RHEUMATOID ARTHRITIS
Case vignette
A 44-year-old female presents with severe depression. She was diagnosed with rheumatoid arthritis 3 years ago. She has experienced painful upper- and lower-extremity small joint arthritis despite therapy with multiple agents. The disease has progressed despite therapy, leading to deformed fingers, and she has had to give up her job as a designer. Lately she has experienced extreme fatigue and progressive dyspnoea. In the wake of these symptoms she has gone through the break-up of her 10-year marriage.
On examination the patient appears cushingoid and has a flat facial affect. Upper limb examination shows mild ulnar deviation of her fingers bilaterally. Proximal interphalangeal joints and metacarpophalangeal joints are tender, warm and boggy to palpation. On auscultation of her lung fields there are fine crepitations distributed widely. Her JVP is elevated and she has peripheral oedema.
Approach to the patient
History
Ask about:
• joint pain, stiffness, swelling and tenderness
• distribution of the joint symptoms
• onset, duration and frequency of symptoms—age of onset is important
• pain on moving the neck—would suggest involvement of the cervical spine, particularly the upper segment
• whether the patient has experienced any neurological deficit in the way of localised weakness and/or sensory loss
• dyspnoea or exertional dyspnoea
• any extraarticular features (as listed in the box below)

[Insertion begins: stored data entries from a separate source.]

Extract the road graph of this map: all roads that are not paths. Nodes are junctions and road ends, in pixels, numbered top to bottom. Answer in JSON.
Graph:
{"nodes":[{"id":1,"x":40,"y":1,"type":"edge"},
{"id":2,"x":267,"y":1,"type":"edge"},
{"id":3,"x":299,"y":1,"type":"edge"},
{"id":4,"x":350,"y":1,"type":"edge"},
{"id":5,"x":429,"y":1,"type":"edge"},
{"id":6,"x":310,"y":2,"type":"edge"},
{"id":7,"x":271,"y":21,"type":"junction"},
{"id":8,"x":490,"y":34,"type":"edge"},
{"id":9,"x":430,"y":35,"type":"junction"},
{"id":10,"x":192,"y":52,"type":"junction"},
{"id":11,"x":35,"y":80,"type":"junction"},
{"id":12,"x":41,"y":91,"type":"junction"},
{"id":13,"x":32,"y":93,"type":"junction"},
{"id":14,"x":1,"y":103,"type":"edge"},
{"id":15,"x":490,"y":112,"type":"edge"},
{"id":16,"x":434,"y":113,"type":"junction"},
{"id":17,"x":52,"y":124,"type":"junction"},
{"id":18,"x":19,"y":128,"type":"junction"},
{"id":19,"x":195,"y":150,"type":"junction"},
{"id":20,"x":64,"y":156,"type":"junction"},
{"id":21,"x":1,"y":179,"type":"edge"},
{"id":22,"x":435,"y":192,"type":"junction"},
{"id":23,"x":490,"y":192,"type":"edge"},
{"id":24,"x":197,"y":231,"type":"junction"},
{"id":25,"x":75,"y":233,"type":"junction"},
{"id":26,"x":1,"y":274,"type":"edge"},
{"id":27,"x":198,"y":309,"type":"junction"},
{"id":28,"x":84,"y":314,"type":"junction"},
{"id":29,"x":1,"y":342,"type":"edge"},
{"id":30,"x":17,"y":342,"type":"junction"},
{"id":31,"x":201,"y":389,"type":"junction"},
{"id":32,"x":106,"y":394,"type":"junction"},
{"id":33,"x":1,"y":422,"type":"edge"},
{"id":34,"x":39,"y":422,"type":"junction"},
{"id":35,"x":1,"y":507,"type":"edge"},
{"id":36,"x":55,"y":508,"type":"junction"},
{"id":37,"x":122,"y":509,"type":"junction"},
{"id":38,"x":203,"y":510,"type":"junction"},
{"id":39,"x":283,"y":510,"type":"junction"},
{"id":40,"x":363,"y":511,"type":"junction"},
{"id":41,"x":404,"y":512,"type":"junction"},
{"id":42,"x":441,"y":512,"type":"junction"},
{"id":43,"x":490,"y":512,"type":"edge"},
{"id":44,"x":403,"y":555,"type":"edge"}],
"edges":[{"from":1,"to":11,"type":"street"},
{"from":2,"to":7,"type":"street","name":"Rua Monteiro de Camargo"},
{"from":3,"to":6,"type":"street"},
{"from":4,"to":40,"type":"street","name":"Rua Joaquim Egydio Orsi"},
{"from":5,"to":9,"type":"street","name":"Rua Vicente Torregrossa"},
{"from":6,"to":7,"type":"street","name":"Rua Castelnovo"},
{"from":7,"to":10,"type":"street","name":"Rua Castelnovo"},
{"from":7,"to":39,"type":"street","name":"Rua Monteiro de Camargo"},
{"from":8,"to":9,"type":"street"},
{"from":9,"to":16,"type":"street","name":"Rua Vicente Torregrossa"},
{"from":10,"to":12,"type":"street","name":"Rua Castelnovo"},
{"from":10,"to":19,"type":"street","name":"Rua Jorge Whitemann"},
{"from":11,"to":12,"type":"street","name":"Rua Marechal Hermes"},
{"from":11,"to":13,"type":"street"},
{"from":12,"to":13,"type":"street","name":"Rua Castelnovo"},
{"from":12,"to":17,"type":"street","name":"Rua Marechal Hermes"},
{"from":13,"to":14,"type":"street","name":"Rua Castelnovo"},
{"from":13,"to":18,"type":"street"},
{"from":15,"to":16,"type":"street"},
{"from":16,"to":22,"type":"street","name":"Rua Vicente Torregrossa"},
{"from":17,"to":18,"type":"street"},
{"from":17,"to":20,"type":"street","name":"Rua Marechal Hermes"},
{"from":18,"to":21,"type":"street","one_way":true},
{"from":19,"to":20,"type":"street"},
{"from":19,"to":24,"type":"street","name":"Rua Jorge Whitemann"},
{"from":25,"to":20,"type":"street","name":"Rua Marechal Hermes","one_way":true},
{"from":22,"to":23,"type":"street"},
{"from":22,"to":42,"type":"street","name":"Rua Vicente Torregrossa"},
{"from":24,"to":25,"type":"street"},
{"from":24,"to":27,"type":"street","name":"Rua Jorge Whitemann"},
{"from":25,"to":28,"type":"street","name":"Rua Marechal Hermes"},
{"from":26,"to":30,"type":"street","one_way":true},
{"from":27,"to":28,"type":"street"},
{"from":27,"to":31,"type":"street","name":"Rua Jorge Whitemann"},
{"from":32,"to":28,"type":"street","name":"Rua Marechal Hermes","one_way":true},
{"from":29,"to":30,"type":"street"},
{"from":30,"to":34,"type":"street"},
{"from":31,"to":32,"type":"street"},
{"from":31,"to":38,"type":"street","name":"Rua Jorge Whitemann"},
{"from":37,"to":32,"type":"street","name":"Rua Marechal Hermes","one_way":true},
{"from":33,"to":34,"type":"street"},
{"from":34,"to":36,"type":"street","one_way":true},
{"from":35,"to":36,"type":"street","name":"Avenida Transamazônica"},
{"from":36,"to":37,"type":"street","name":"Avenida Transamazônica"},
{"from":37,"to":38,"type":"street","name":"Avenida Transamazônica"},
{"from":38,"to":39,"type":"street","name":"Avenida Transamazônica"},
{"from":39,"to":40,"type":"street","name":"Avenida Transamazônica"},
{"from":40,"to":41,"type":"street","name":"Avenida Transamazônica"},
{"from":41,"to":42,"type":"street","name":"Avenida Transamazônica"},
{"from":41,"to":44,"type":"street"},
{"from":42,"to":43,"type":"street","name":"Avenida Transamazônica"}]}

• whether the patient suffers from any constitutional symptoms, such as lethargy/ fatigue, anorexia, weight loss or fever
• the impact of the disease on the patient’s social life, occupational life, finances and overall quality of life
• the various treatment modalities tried, and their effects and side effects
• toxicities the patient has experienced with NSAIDs and slow-acting anti-rheumatoid arthritis drugs (SAARD)—should be especially enquired into
• detailed history of the psychosocial impact of the disease.
Examination
The examination needs to be detailed and meticulous. Look for wasting or cushingoid body habitus. Note any skin bruises, oral ulcers, oral candidiasis or surgical scars. Look for features that are characteristic of rheumatoid arthritis, such as symmetrical distribution of deforming arthropathy, involvement of the proximal interphalangeal joint, metacarpophalangeal joint and the wrist (Fig 13.1, overleaf), Baker’s cyst of the popliteal fossa, and involvement of the upper cervical spine and the joints of the feet. Warm, tender and stiff joints may suggest active arthritis.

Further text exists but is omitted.